Sunday, 29 July 2012

Holne August 1853. [Please click on images for larger versions.]

 The water colour shows Holme Church and Church House Inn.  This house has changed very little since the water colour was done as can be seen from the following photograph.

Church House Inn Holne.[1]

By comparing the water colour, photos and Google Earth it is possible to work out the approximate location from which the water colour was drawn. It appears that a house and the farmyard would probably block any modern artist from capturing this view, but it is still possible to find several of the buildings shown in the picture.

A Google Earth Image marked to show the approximate view point
from which the water colour was drawn.

The view point must have been on the lane to the east of the village.
The blue arrows show the artists view point.

It is not entirely clear who the artist was, but it is very probable that it was Sarah Nicholson sister of William Nicholson, who was the Rector of Corscombe in Dorset.  

At letter from William Nicholson to his sister Sarah Nicholson.  The letter is written in a cross pattern.  This way of writing was used to limit the number of sheets sent, in the days before the Penny Post, because postage was paid by the sheet.
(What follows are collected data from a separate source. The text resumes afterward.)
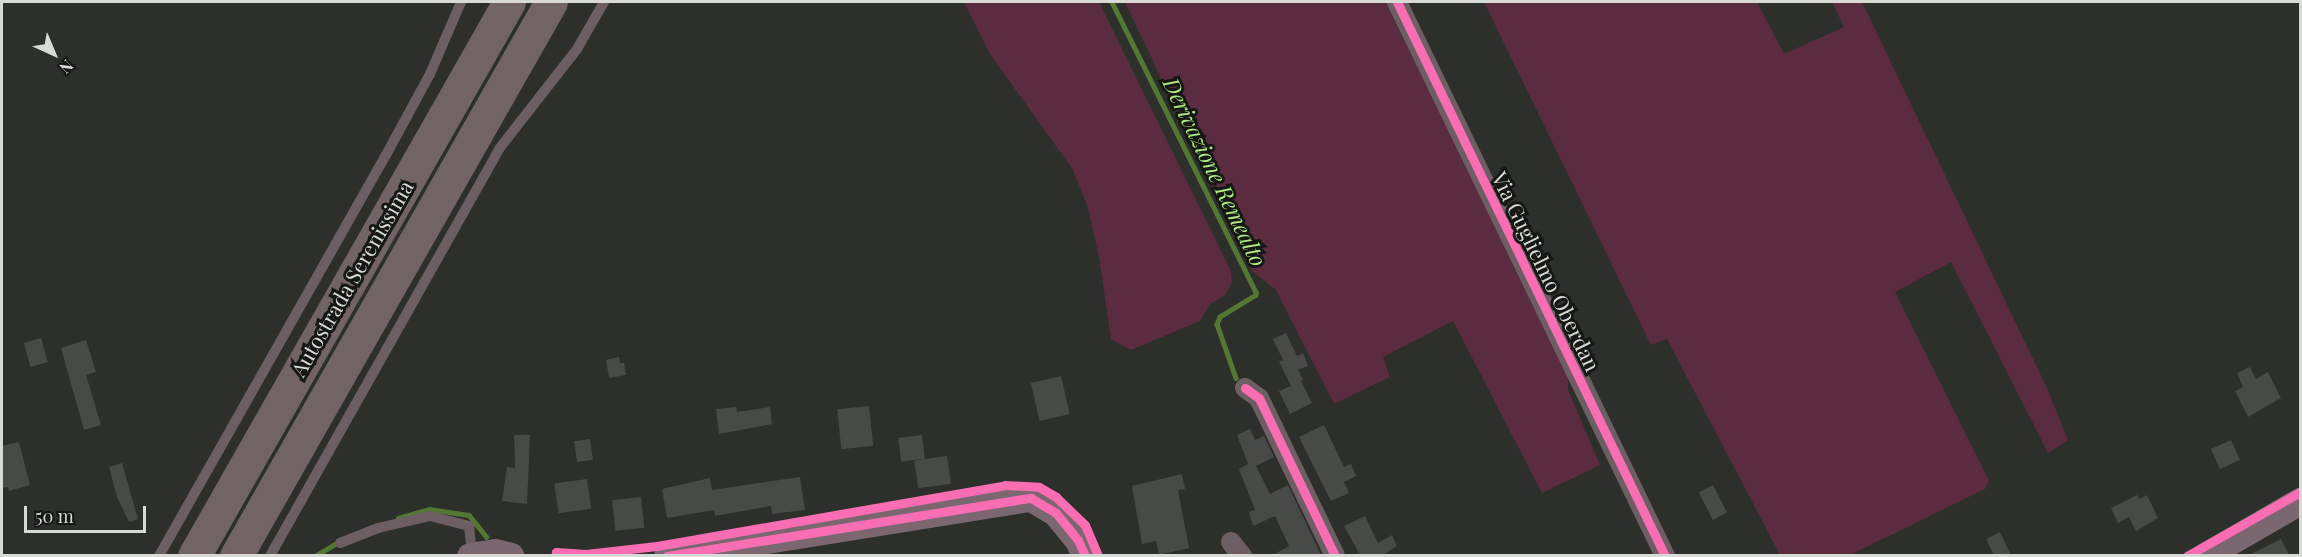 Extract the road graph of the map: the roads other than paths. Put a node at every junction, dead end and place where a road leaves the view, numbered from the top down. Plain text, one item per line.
1 (461, 2) edge
2 (509, 2) edge
3 (551, 2) edge
4 (604, 2) edge
5 (1396, 2) edge
6 (1245, 388) dead end
7 (2301, 501) edge
8 (340, 543) dead end
9 (159, 555) edge
10 (194, 555) edge
11 (236, 555) edge
12 (270, 555) edge
13 (488, 555) edge
14 (667, 555) edge
15 (1085, 555) edge
16 (1335, 555) edge
17 (1665, 555) edge
18 (2205, 555) edge

1 - 9 lane
2 - 10 highway, Autostrada Serenissima
3 - 11 highway, Autostrada Serenissima
4 - 12 lane
5 - 17 street, Via Guglielmo Oberdan
6 - 16 street
7 - 18 street
8 - 13 lane
14 - 15 street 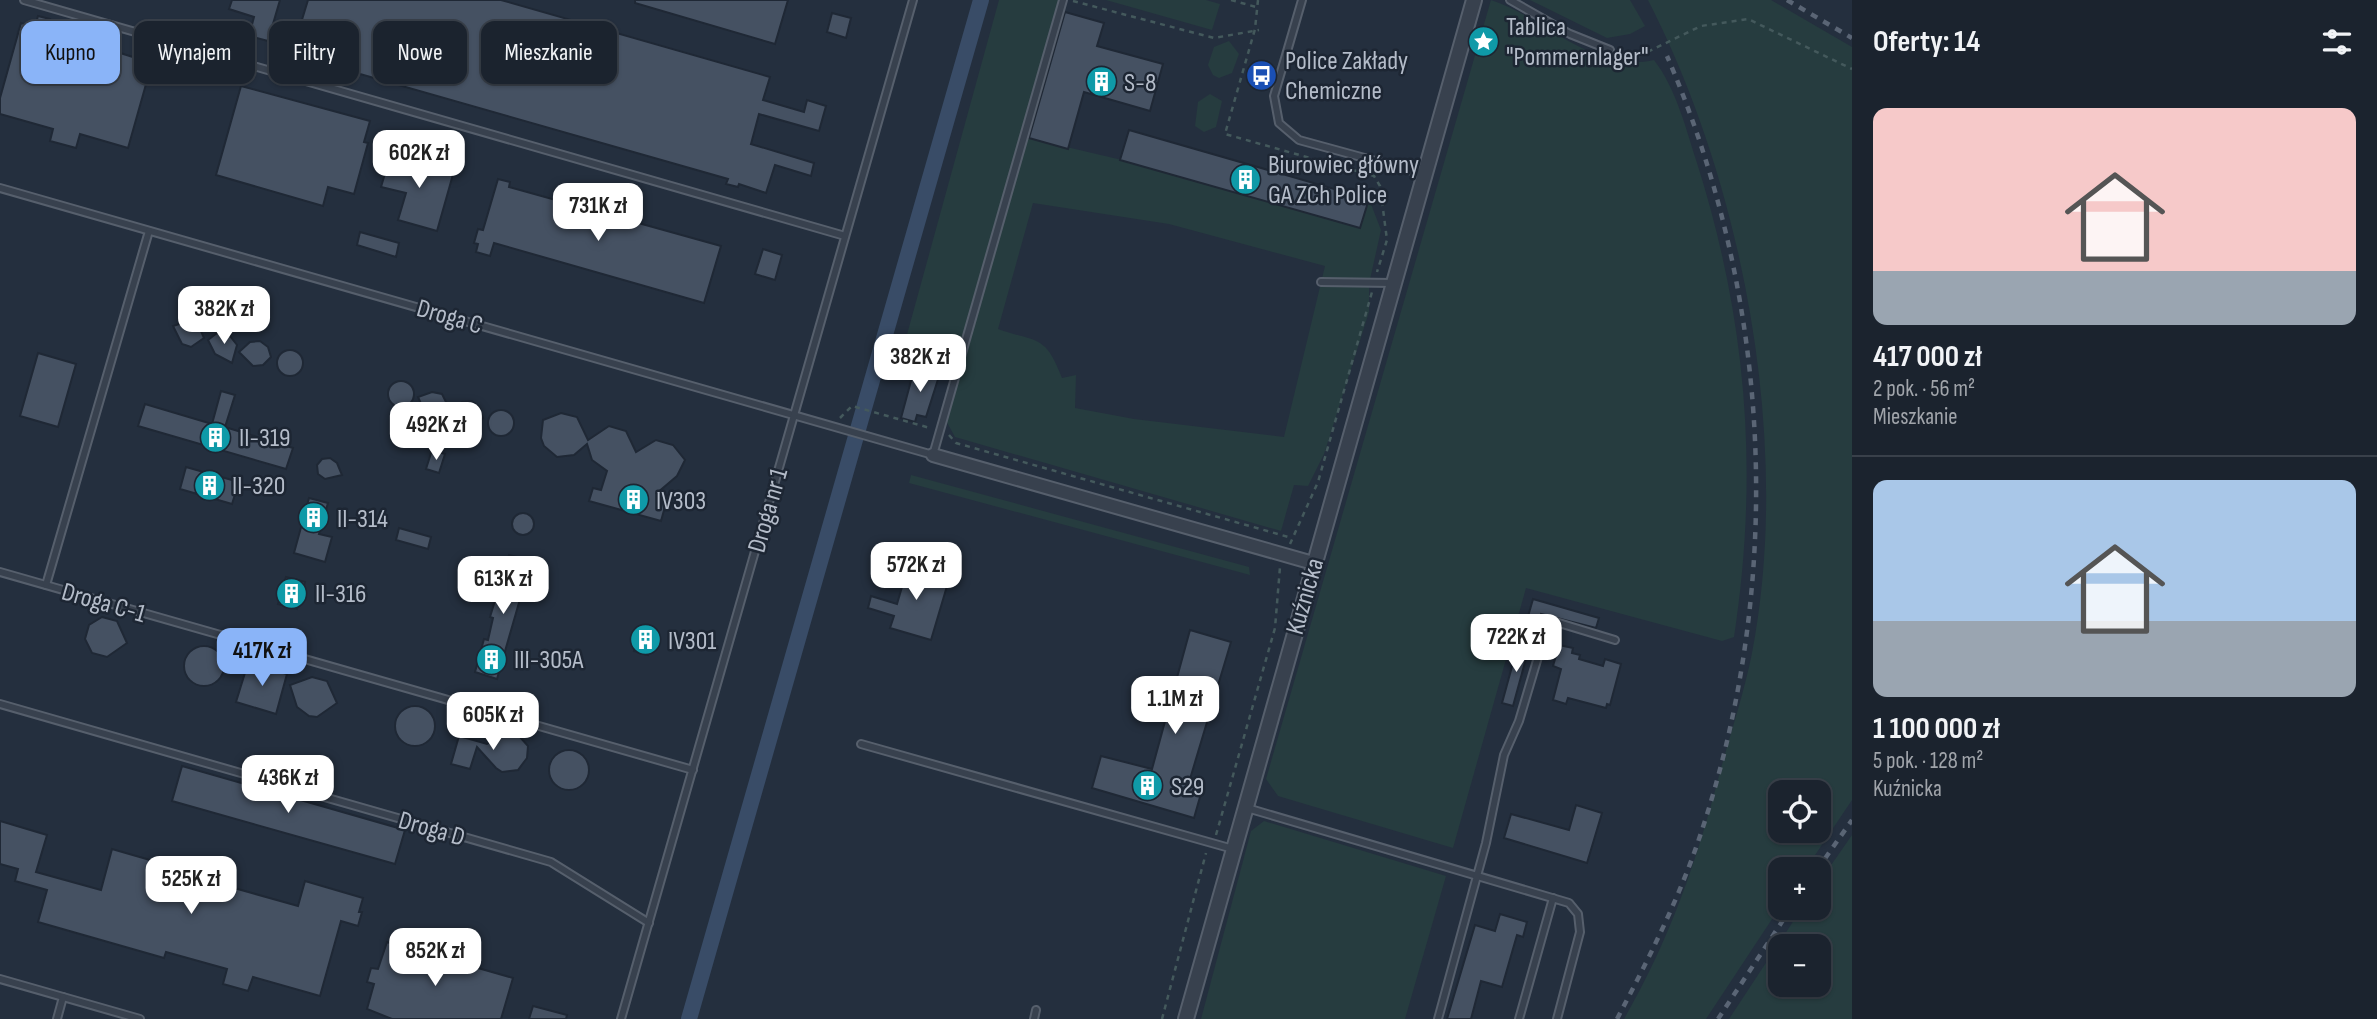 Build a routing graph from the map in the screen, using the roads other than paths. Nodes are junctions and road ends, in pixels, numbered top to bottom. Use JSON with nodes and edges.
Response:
{"nodes":[{"id":1,"x":24,"y":0,"type":"edge"},
{"id":2,"x":913,"y":0,"type":"edge"},
{"id":3,"x":1063,"y":0,"type":"edge"},
{"id":4,"x":1302,"y":0,"type":"edge"},
{"id":5,"x":1474,"y":0,"type":"edge"},
{"id":6,"x":1510,"y":0,"type":"edge"},
{"id":7,"x":1610,"y":50,"type":"road end"},
{"id":8,"x":1423,"y":174,"type":"junction"},
{"id":9,"x":0,"y":188,"type":"edge"},
{"id":10,"x":149,"y":230,"type":"junction"},
{"id":11,"x":845,"y":236,"type":"junction"},
{"id":12,"x":1321,"y":282,"type":"dead end"},
{"id":13,"x":1393,"y":283,"type":"junction"},
{"id":14,"x":794,"y":415,"type":"junction"},
{"id":15,"x":933,"y":454,"type":"junction"},
{"id":16,"x":1313,"y":563,"type":"junction"},
{"id":17,"x":0,"y":572,"type":"edge"},
{"id":18,"x":46,"y":585,"type":"junction"},
{"id":19,"x":1615,"y":640,"type":"dead end"},
{"id":20,"x":0,"y":704,"type":"edge"},
{"id":21,"x":861,"y":744,"type":"dead end"},
{"id":22,"x":693,"y":770,"type":"junction"},
{"id":23,"x":1245,"y":808,"type":"junction"},
{"id":24,"x":1233,"y":849,"type":"junction"},
{"id":25,"x":1478,"y":876,"type":"junction"},
{"id":26,"x":1553,"y":898,"type":"junction"},
{"id":27,"x":649,"y":923,"type":"junction"},
{"id":28,"x":0,"y":979,"type":"edge"},
{"id":29,"x":64,"y":997,"type":"junction"},
{"id":30,"x":1036,"y":1010,"type":"dead end"},
{"id":31,"x":57,"y":1019,"type":"edge"},
{"id":32,"x":140,"y":1019,"type":"edge"},
{"id":33,"x":621,"y":1019,"type":"edge"},
{"id":34,"x":1034,"y":1019,"type":"edge"},
{"id":35,"x":1186,"y":1019,"type":"edge"},
{"id":36,"x":1438,"y":1019,"type":"edge"},
{"id":37,"x":1519,"y":1019,"type":"edge"},
{"id":38,"x":1557,"y":1019,"type":"edge"}],
"edges":[{"from":1,"to":11,"type":"lane"},
{"from":2,"to":11,"type":"lane","name":"Droga nr 1"},
{"from":3,"to":15,"type":"lane"},
{"from":4,"to":8,"type":"lane"},
{"from":5,"to":8,"type":"street","name":"Kuźnicka"},
{"from":6,"to":7,"type":"lane"},
{"from":8,"to":13,"type":"street","name":"Kuźnicka"},
{"from":9,"to":10,"type":"lane","name":"Droga C"},
{"from":10,"to":14,"type":"lane","name":"Droga C"},
{"from":10,"to":18,"type":"lane"},
{"from":11,"to":14,"type":"lane","name":"Droga nr 1"},
{"from":12,"to":13,"type":"lane"},
{"from":13,"to":16,"type":"street","name":"Kuźnicka"},
{"from":14,"to":15,"type":"lane","name":"Droga C"},
{"from":14,"to":22,"type":"lane","name":"Droga nr 1"},
{"from":15,"to":16,"type":"street"},
{"from":16,"to":23,"type":"street","name":"Kuźnicka"},
{"from":17,"to":18,"type":"lane","name":"Droga C-1"},
{"from":18,"to":22,"type":"lane","name":"Droga C-1"},
{"from":19,"to":25,"type":"lane"},
{"from":20,"to":27,"type":"lane","name":"Droga D"},
{"from":21,"to":24,"type":"lane"},
{"from":22,"to":27,"type":"lane","name":"Droga nr 1"},
{"from":23,"to":24,"type":"street","name":"Kuźnicka"},
{"from":23,"to":25,"type":"lane"},
{"from":24,"to":35,"type":"street","name":"Kuźnicka"},
{"from":25,"to":26,"type":"lane"},
{"from":25,"to":36,"type":"lane"},
{"from":26,"to":37,"type":"lane"},
{"from":26,"to":38,"type":"lane"},
{"from":27,"to":33,"type":"lane","name":"Droga nr 1"},
{"from":28,"to":29,"type":"lane"},
{"from":29,"to":31,"type":"lane"},
{"from":29,"to":32,"type":"lane"},
{"from":30,"to":34,"type":"lane"}]} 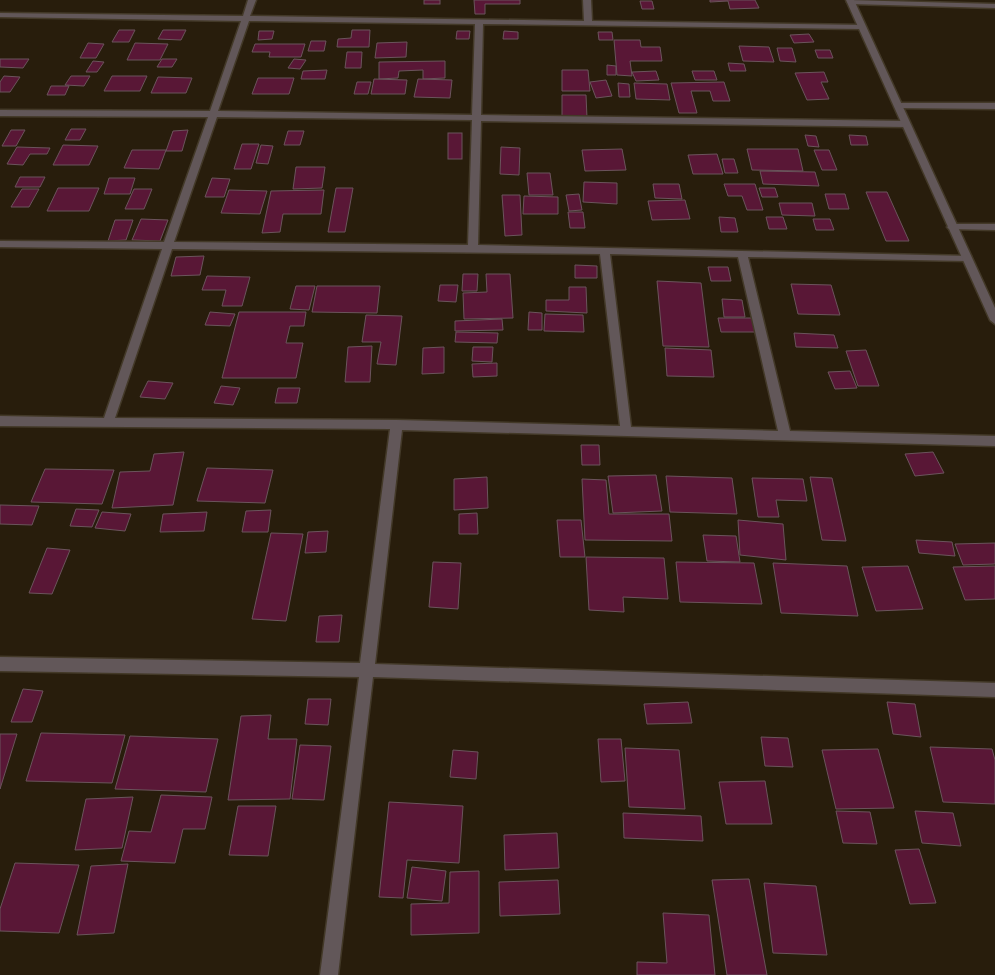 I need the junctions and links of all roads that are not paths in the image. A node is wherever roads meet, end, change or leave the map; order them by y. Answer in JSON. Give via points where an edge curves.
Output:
{"nodes":[{"id":1,"x":252,"y":0,"type":"edge"},
{"id":2,"x":587,"y":0,"type":"edge"},
{"id":3,"x":850,"y":1,"type":"edge"},
{"id":4,"x":995,"y":6,"type":"edge"},
{"id":5,"x":0,"y":15,"type":"edge"},
{"id":6,"x":246,"y":17,"type":"junction"},
{"id":7,"x":479,"y":21,"type":"junction"},
{"id":8,"x":588,"y":22,"type":"junction"},
{"id":9,"x":861,"y":27,"type":"junction"},
{"id":10,"x":899,"y":106,"type":"junction"},
{"id":11,"x":995,"y":106,"type":"edge"},
{"id":12,"x":0,"y":113,"type":"edge"},
{"id":13,"x":212,"y":114,"type":"junction"},
{"id":14,"x":477,"y":118,"type":"junction"},
{"id":15,"x":906,"y":124,"type":"junction"},
{"id":16,"x":952,"y":227,"type":"junction"},
{"id":17,"x":995,"y":227,"type":"edge"},
{"id":18,"x":0,"y":244,"type":"edge"},
{"id":19,"x":168,"y":245,"type":"junction"},
{"id":20,"x":473,"y":248,"type":"junction"},
{"id":21,"x":605,"y":252,"type":"junction"},
{"id":22,"x":742,"y":254,"type":"junction"},
{"id":23,"x":967,"y":258,"type":"junction"},
{"id":24,"x":995,"y":320,"type":"edge"},
{"id":25,"x":0,"y":420,"type":"edge"},
{"id":26,"x":108,"y":422,"type":"junction"},
{"id":27,"x":397,"y":425,"type":"junction"},
{"id":28,"x":626,"y":431,"type":"junction"},
{"id":29,"x":785,"y":435,"type":"junction"},
{"id":30,"x":995,"y":441,"type":"edge"},
{"id":31,"x":0,"y":664,"type":"edge"},
{"id":32,"x":367,"y":670,"type":"junction"},
{"id":33,"x":995,"y":690,"type":"edge"},
{"id":34,"x":329,"y":975,"type":"edge"}],
"edges":[{"from":1,"to":6,"type":"street"},
{"from":2,"to":8,"type":"street"},
{"from":3,"to":4,"type":"street"},
{"from":3,"to":9,"type":"street"},
{"from":5,"to":6,"type":"street"},
{"from":6,"to":7,"type":"street"},
{"from":6,"to":13,"type":"street"},
{"from":7,"to":8,"type":"street"},
{"from":7,"to":14,"type":"street"},
{"from":8,"to":9,"type":"street"},
{"from":9,"to":10,"type":"street"},
{"from":10,"to":11,"type":"street"},
{"from":10,"to":15,"type":"street"},
{"from":12,"to":13,"type":"street"},
{"from":13,"to":14,"type":"street"},
{"from":13,"to":19,"type":"street"},
{"from":14,"to":15,"type":"street"},
{"from":14,"to":20,"type":"street"},
{"from":15,"to":16,"type":"street"},
{"from":16,"to":17,"type":"street"},
{"from":16,"to":23,"type":"street"},
{"from":18,"to":19,"type":"street"},
{"from":19,"to":20,"type":"street"},
{"from":19,"to":26,"type":"street"},
{"from":20,"to":21,"type":"street"},
{"from":21,"to":22,"type":"street"},
{"from":21,"to":28,"type":"street"},
{"from":22,"to":23,"type":"street"},
{"from":22,"to":29,"type":"street"},
{"from":23,"to":24,"type":"street"},
{"from":25,"to":26,"type":"street"},
{"from":26,"to":27,"type":"street"},
{"from":27,"to":28,"type":"street"},
{"from":27,"to":32,"type":"street"},
{"from":28,"to":29,"type":"street"},
{"from":29,"to":30,"type":"street"},
{"from":31,"to":32,"type":"street"},
{"from":32,"to":33,"type":"street"},
{"from":32,"to":34,"type":"street"}]} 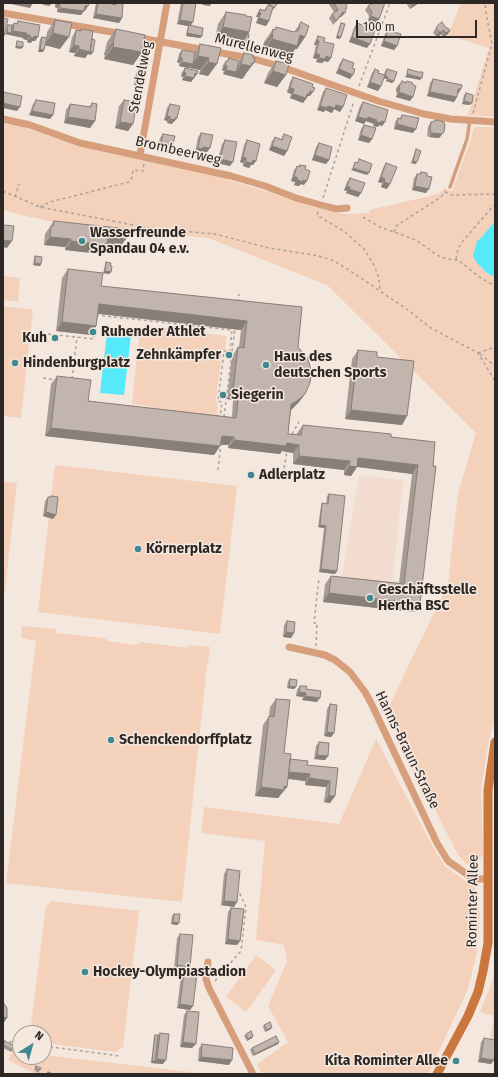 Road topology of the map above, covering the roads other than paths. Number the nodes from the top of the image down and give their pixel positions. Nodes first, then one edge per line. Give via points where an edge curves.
1 (167, 3) edge
2 (3, 13) edge
3 (161, 41) junction
4 (3, 119) edge
5 (470, 120) junction
6 (495, 122) edge
7 (142, 158) junction
8 (450, 186) road end
9 (347, 208) dead end
10 (289, 647) dead end
11 (495, 742) edge
12 (487, 879) junction
13 (208, 962) dead end
14 (253, 1074) edge
15 (437, 1074) edge

1 - 3 street, Stendelweg
2 - 3 street, Murellenweg
3 - 5 street, Murellenweg via 254,59 398,107 450,119
3 - 7 street, Stendelweg
4 - 7 street, Brombeerweg
5 - 6 street, Murellenweg
5 - 8 lane via 467,138
7 - 9 street, Brombeerweg via 231,176 321,205
10 - 12 street, Hanns-Braun-Straße via 315,652 335,660 350,672 365,692 448,861 474,878
11 - 12 street, Rominter Allee via 488,790
12 - 15 street, Rominter Allee via 488,943 478,992
13 - 14 street via 206,979 209,988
The letter written to Sarah Nicholson reads as follows:

                                                                                                                                Holne, Ashburton.
My dear dear Sarah,
                I hope by this you are snug and comfortable at Folkestone.  The weather is broken up here, and I fear will not be much better with you.  May the change be of benefit to you both!  Take as much air as you can without risk or over fatigue.
                Your present is most acceptable, it is decidedly the right article, for which I have long been on the look out.  How very busy you must have been.  I sometimes feel disposed to bewail my hard lot that I cannot witness your energetic proceedings.
                We hope to hear tomorrow of your safe arrival with good accounts of dear Mother.  Do you think it necessary to return to meet the Travellers?
                I will give you some account of our proceedings yesterday we heard that Prince’s Town and its prison , you have looked at from Benjay Tor, were well worth a visit.  So off we set.  The day proved gloomy, but rain did not come down till some hours after our return.  The greatest incident was that we completely lost our way on the desolate moor and for an anxious hour were wandering about, without even the track of a cartwheel to guide us, amidst huge boulders, rocks and unwished for bogs, only admired by such specimen hunters as yourself.  However even Eliza forgot to hunt for the bottle beauties, our eyes being directed far and wide for some traces of a trodden path, and John’s confidence began to grow pale.  I resolved to preserve in a straight forward direction, knowing that at the worst we could always return, at length we found ourselves on the borders of an oasis in the wilderness, a well managed model farm in the midst of the desolation of the barren moor.  For this point all went on horrid enough.
                The horses behaved well only Eliza complained of bumps behind, I mean the back part of the carriage.  I greatly wished you had been with us, and as we were returning homeward, John very much regretted that Miss Sarah had not seen what we had seen that day.  Prisoners are prisoners all the world over, we certainly saw plenty of ill looking fellows, working in gangs, the greatest number in your favourite bog, cutting and carrying turf for fires.  We found the Sun at Prince’s Town very dirty and comfortless, and do not intend to go there again.
                Eliza is busy with her elementary books, she often wishes you were here, especially when we meet with any thing a little amusing, for we find it very hard to get a good laugh now you are gone.
                You will not get many sketches at Folkestone I fear, as far as I remember the houses look as if they had fallen from heaven in a sort of hail storm.
                Take a good scampering ride now and then along the downs of Dover and Deal.
                Do tell me exactly how you are and give me a full account of dear Mother.
                This is a most depressing day for me and the throat has not forgotten to sing its old song.  However as the Doctor says I continue to hold my ground.  Do not forget us.
                                Give my best love to dear Mother.
                                Your very loving Br.

Sarah often stayed with her brother William at Corscombe, and it appears from the letter that she may have travelled to Dartmoor with William during August of 1853 and to Holne, before setting off by September to Folkestone to stay with her Mother.  William’s letter makes it clear that Sarah had previously been up Banjay Tor, and was going to be sketching at Folkestone, so it is quite likely that these are earlier examples of her work.

Holne Bridge, the oldest in Devonshire
Augst 1853

Sarah appears to have visited the New Bridge at Holne which was built in about 1413. There was also an even older bridge so she appears to have been mislead as to its being the oldest bridge in Devonshire.  It is recognisably Holne Bridge, however Sarah appears to have struggled with the perspective as the arch appears to be rounder in modern photos and the approach ramps flatter. Has the bridge been modified since 1853?

We have no idea who they were staying with, or where. It is possible that it was in the Church House Inn. Was William acting as a stand in for the Parson perhaps during the summer?